Because correspondences between features differing in type are not of interest, separate linear assignment calculations can be run for each feature type. Only donor:donor, acceptor:acceptor, positive:positive, negative:negative and hydrophobe:hydrophobe correspondences were used at this stage for the work described here; potential correspondences between steric features were not considered. Note, however, that the radial distribution function for steric features is “seen” by each of the other feature types. Among other things, this serves to distinguish internal features in a particular conformation from more peripheral ones. Steric feature correspondences were also used in the subsequent refinement steps described below.

Correspondence filters

Symmetrical substituents are a powerful tool in drug discovery and lead optimization, but the degeneracy they introduce can complicate the step of determining feature-to-feature correspondences. Problematic “mirror features” are identified by comparing each molecule to itself, with features in intramolecular correspondences that have low matching costs being set aside before making intermolecular comparisons. Such correspondences can be revisited if too few good correspondences survive subsequent filtering steps, but this is usually unnecessary.

Figure 2 illustrates the factors affecting the equivalence costs of several intramolecular correspondences for a relatively simple molecule. Here, the cost entailed in matching the hydrophobic centers is calculated as 0.58, of which 0.15 arises from differences in gasp weights (1.0 vs 0.9, with α = 0.15) and 0.43 comes from the differences in the feature profiles. The cost of matching the distal phenol (A1) to either carboxylate oxygen is even higher at 0.63, which is solely due to feature profile mismatches. The intramolecular correspondence cost for A2 and A3 is much smaller, at 0.110, most of which arises from asymmetry with respect to D2.

Fig. 2
figure 2

Radial distribution functions for a simple molecule. Cyan spheres indicate hydrophobic centers, purple indicates donor atoms, green indicates acceptor atoms and blue indicates negative centers. Gray spheres represent steric features. Abbreviations are as follows: H hydrophobic center; D donor atom; A acceptor atom; N negative center; and S steric feature. Radial distribution profiles for donor atoms and the negative center are not shown

In this example, the intramolecular cost was calculated using the total 20 bin radial distribution neighborhoods, but since symmetry is generally a local problem, only the first five 1 Å layers need to be taken into consideration for most intramolecular comparisons. For intermolecular comparisons, the default number of bins for the neighborhoods is 20 Å. Either default value can be modified by editing the external configuration file.
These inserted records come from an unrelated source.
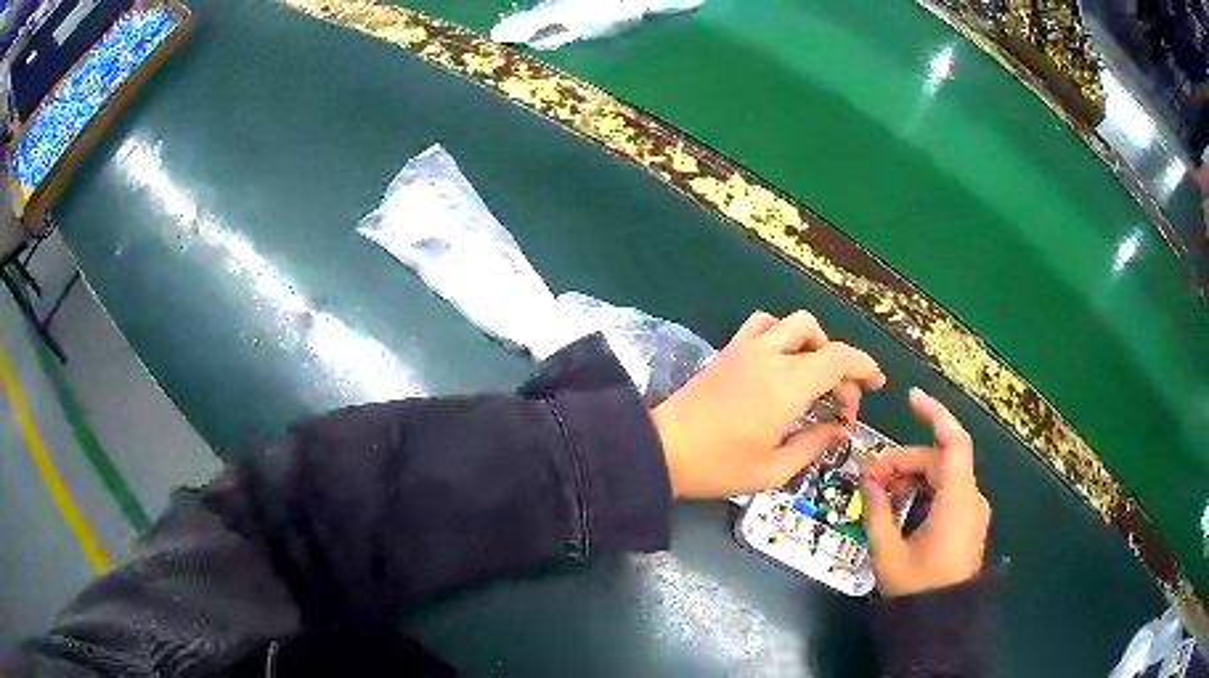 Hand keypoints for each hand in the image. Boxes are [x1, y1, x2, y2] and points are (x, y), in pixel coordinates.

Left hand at [651, 310, 885, 498]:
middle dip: (841, 367)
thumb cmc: (720, 466)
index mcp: (788, 387)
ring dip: (814, 343)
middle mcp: (771, 357)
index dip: (865, 367)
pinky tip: (780, 360)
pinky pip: (762, 324)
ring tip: (812, 376)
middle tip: (838, 403)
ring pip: (794, 323)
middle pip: (823, 341)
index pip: (840, 359)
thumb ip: (815, 444)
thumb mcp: (775, 469)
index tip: (876, 385)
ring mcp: (747, 349)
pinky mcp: (729, 350)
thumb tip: (841, 429)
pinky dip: (781, 333)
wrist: (663, 450)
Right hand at [861, 389, 989, 597]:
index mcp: (957, 502)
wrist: (943, 622)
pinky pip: (947, 491)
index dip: (936, 414)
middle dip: (905, 459)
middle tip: (871, 475)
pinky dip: (924, 488)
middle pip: (941, 460)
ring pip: (943, 475)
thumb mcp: (889, 554)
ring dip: (913, 475)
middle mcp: (970, 498)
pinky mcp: (968, 520)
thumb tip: (867, 479)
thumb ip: (878, 512)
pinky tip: (901, 502)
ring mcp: (972, 510)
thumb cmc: (918, 589)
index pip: (954, 443)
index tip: (911, 398)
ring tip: (881, 490) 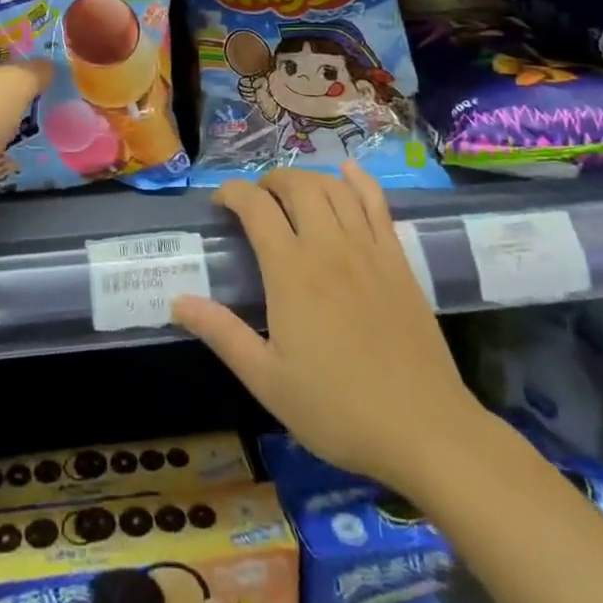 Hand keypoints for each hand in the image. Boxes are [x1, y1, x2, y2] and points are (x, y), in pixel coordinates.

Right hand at [172, 163, 488, 494]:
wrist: (425, 430)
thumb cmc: (339, 409)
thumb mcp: (268, 381)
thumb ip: (222, 334)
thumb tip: (177, 301)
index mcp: (291, 271)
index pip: (255, 206)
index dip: (232, 193)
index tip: (220, 203)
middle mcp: (328, 246)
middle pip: (297, 185)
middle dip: (269, 180)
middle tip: (256, 199)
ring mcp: (368, 249)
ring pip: (334, 187)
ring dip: (308, 178)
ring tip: (293, 191)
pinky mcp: (398, 260)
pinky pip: (378, 204)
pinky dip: (360, 181)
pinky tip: (349, 173) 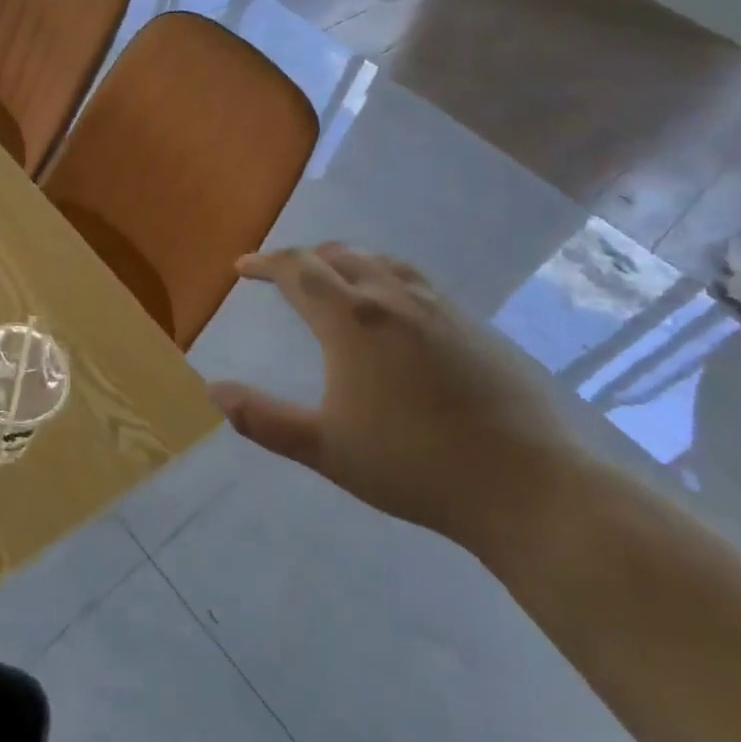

Once an optimal set of intermolecular correspondences has been identified, those correspondences with large costs are set aside to leave reduced feature sets A′ and B′. A geometric filter, which can be thought of as an application of the principles upon which the distance geometry approach to pharmacophore elucidation [24] is based, is applied to the reduced sets to remove correspondences that are geometrically incompatible [14]. If the reduced feature sets A′′ and B′′ include too many correspondences (ten for the analyses described here), they are subjected to a final geodesic filtering step to identify those features that have the greatest geometric leverage. The first features picked are those that lie farthest from the Cartesian centroids of A′′ and of B′′. The list of features to be used is then built up to the specified limit by iterative addition of those features that have the largest minimum spatial separation from those already on the list. Note that this step was not part of the original LAMDA algorithm.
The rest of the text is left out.